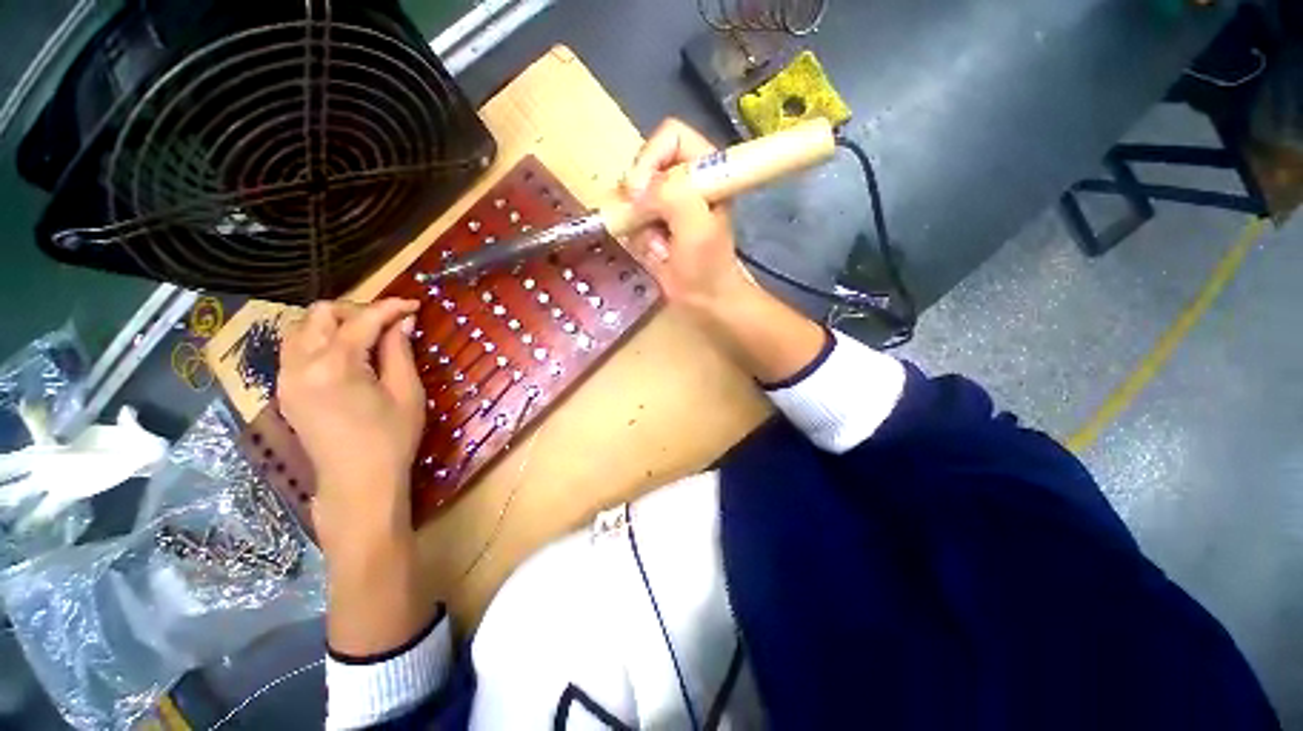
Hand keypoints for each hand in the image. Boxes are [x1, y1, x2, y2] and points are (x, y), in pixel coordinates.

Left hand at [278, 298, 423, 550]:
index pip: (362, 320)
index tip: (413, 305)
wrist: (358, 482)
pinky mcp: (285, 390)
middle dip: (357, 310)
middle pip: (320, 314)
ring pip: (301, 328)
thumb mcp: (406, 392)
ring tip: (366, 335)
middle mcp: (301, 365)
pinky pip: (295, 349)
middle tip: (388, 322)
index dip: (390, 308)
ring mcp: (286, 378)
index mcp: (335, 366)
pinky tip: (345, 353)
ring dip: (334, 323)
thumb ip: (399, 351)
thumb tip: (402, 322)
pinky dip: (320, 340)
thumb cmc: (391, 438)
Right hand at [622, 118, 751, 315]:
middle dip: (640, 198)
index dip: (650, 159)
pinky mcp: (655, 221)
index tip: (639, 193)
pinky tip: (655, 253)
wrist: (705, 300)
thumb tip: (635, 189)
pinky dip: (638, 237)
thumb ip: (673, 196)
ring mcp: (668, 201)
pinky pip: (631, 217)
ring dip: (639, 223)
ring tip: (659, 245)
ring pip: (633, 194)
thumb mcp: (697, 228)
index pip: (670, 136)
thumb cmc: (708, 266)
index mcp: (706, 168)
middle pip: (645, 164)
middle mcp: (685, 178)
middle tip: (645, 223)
....................
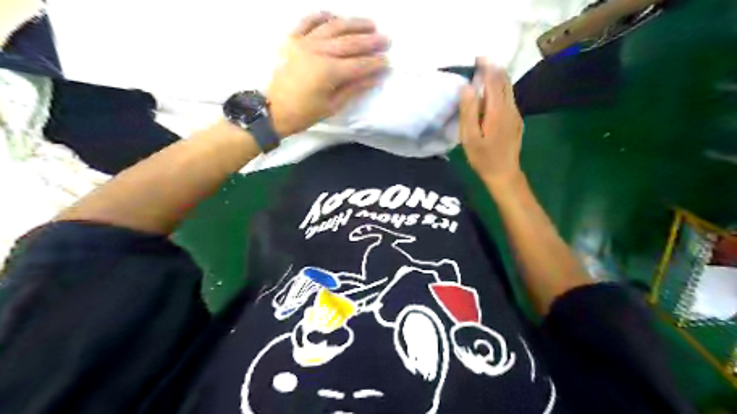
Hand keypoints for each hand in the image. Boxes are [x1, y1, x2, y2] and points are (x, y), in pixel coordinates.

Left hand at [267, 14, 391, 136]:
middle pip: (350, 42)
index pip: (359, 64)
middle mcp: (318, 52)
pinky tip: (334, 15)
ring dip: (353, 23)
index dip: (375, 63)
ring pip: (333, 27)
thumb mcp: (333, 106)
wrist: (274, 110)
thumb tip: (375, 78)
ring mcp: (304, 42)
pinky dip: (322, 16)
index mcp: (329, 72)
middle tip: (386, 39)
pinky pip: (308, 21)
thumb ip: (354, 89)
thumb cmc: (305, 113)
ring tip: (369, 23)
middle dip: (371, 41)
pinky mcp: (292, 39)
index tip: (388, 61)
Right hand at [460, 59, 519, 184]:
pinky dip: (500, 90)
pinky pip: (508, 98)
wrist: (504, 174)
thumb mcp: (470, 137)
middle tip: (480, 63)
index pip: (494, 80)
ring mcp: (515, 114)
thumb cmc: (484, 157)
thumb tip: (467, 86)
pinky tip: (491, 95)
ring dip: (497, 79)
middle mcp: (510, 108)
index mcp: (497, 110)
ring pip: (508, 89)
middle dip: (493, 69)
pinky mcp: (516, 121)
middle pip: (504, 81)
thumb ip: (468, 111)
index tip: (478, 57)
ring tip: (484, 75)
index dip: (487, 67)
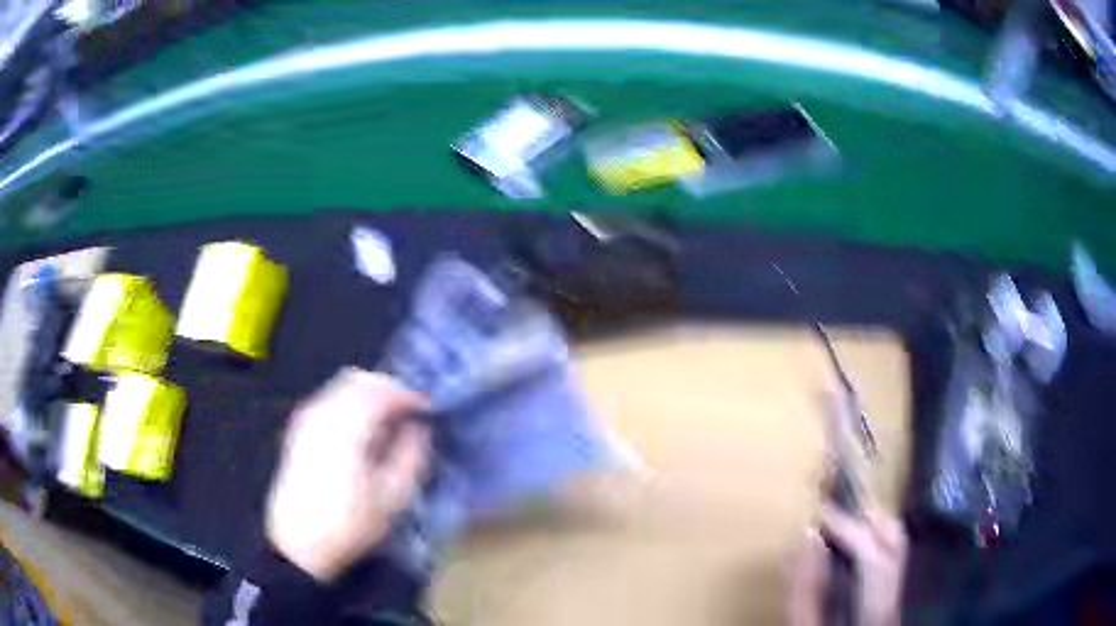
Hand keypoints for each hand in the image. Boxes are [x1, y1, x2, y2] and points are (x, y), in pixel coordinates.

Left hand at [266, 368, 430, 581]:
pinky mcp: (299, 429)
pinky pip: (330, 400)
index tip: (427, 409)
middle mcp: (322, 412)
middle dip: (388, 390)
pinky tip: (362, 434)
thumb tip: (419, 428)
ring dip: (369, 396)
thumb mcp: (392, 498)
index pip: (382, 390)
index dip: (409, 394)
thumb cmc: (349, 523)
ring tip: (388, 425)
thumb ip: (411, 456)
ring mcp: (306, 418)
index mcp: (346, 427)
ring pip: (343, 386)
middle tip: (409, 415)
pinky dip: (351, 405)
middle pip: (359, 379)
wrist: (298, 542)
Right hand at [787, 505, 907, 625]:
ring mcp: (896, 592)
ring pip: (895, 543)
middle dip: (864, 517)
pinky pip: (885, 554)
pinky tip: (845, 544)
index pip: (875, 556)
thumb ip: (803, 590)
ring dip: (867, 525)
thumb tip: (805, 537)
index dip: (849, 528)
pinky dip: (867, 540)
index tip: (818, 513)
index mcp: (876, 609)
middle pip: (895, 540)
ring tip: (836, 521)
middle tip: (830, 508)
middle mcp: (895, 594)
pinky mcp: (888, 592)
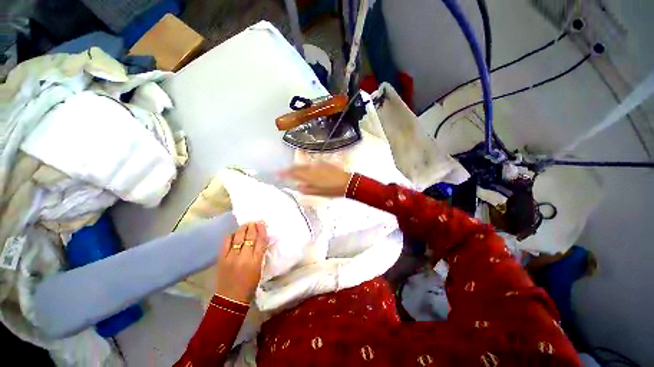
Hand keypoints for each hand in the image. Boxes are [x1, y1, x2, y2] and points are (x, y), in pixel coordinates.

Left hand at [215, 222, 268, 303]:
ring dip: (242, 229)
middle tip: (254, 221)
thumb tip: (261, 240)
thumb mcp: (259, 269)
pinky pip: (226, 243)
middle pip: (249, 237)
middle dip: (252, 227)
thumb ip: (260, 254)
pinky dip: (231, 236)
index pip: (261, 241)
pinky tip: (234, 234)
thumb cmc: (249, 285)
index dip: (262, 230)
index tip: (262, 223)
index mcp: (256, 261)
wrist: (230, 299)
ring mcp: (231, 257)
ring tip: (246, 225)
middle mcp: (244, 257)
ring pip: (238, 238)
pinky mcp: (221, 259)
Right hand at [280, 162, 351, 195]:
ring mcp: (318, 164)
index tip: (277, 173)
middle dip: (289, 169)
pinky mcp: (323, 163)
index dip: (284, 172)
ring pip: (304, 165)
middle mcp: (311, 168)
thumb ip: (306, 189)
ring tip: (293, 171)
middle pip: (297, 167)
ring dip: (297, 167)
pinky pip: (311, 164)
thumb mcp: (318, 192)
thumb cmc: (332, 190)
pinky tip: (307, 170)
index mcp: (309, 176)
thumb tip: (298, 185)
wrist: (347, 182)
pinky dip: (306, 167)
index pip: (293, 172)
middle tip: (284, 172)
....................
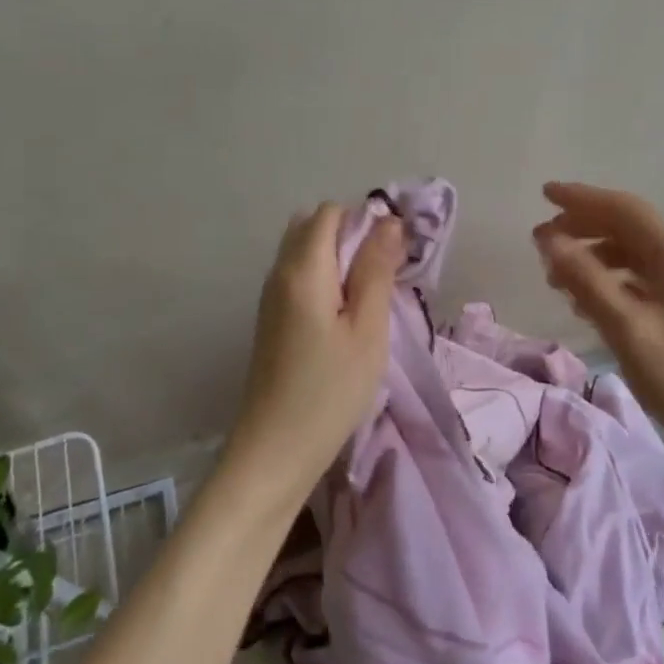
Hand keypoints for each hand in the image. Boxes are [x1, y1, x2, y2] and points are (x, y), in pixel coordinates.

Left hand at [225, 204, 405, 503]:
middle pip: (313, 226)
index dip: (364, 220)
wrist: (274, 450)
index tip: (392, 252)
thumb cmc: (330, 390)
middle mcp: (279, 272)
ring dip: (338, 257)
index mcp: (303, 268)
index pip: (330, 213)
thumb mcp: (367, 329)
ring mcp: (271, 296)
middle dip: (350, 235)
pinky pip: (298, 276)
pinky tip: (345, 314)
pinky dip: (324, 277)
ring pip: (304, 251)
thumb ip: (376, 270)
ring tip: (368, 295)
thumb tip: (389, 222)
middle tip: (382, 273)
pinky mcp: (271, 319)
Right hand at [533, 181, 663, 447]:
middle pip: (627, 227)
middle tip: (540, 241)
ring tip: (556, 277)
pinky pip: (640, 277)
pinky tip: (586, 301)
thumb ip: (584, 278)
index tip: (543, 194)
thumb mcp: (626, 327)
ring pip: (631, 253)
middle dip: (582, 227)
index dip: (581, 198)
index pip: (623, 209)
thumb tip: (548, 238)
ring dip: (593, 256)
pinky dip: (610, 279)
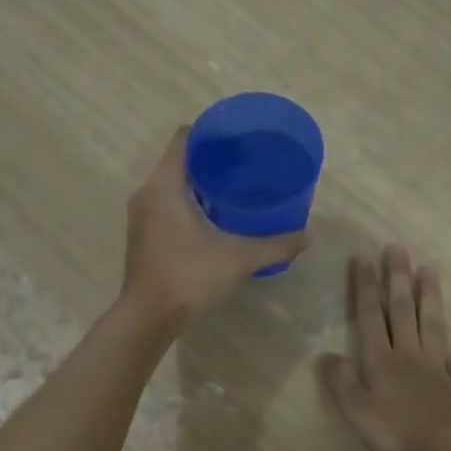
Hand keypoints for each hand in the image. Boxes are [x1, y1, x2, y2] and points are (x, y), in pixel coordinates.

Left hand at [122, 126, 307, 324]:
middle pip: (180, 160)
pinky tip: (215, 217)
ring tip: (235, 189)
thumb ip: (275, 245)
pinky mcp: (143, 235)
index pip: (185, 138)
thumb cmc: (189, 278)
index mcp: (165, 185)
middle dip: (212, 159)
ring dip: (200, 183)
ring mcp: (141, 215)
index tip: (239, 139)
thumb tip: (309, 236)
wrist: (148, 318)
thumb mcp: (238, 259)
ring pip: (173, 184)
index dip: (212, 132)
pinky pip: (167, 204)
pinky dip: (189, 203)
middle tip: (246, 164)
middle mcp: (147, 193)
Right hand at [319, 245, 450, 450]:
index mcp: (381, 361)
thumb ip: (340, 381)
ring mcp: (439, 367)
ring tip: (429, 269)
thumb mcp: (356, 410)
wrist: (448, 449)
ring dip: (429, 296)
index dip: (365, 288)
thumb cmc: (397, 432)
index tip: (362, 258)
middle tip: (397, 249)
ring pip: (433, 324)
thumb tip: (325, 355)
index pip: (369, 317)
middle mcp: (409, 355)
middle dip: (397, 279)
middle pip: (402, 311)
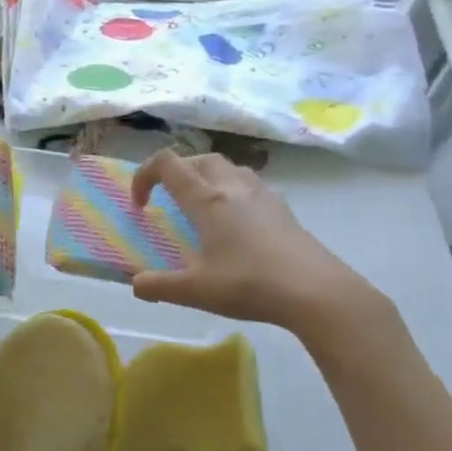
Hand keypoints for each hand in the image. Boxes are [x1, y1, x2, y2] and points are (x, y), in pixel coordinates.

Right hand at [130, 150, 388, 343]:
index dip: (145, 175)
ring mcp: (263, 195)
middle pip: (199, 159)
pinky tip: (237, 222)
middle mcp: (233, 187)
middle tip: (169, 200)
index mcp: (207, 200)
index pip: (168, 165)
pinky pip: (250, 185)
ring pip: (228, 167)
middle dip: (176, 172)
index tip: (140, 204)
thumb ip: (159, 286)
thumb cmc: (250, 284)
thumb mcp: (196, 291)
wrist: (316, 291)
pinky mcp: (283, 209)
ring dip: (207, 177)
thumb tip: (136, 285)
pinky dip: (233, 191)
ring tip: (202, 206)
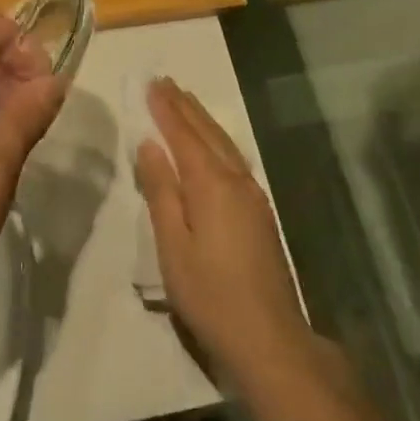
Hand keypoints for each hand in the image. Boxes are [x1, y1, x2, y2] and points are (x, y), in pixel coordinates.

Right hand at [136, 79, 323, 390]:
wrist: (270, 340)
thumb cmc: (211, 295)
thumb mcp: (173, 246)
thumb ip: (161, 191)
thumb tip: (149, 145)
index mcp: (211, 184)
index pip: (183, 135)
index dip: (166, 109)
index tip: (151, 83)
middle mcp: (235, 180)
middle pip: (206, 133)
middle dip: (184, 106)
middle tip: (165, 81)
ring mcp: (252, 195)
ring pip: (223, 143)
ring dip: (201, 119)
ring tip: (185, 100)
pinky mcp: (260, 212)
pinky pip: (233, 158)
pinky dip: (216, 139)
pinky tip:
....................
## Assignment
Retype the portion of the data above that starts on the line with "pinky tip: (655, 253)" and finishes on the line with "middle mcp: (685, 178)", including both of those lines.

## Problem solution
pinky tip: (655, 253)
wrist: (705, 300)
thumb tip: (635, 189)
pinky dip: (638, 237)
thumb ip: (673, 196)
ring mcp: (668, 201)
pinky pip: (631, 217)
ring dip: (639, 223)
ring tip: (659, 245)
ring pip: (633, 194)
thumb mcp: (697, 228)
index pip: (670, 136)
thumb cmc: (708, 266)
index mcp: (706, 168)
middle pip: (645, 164)
middle mcp: (685, 178)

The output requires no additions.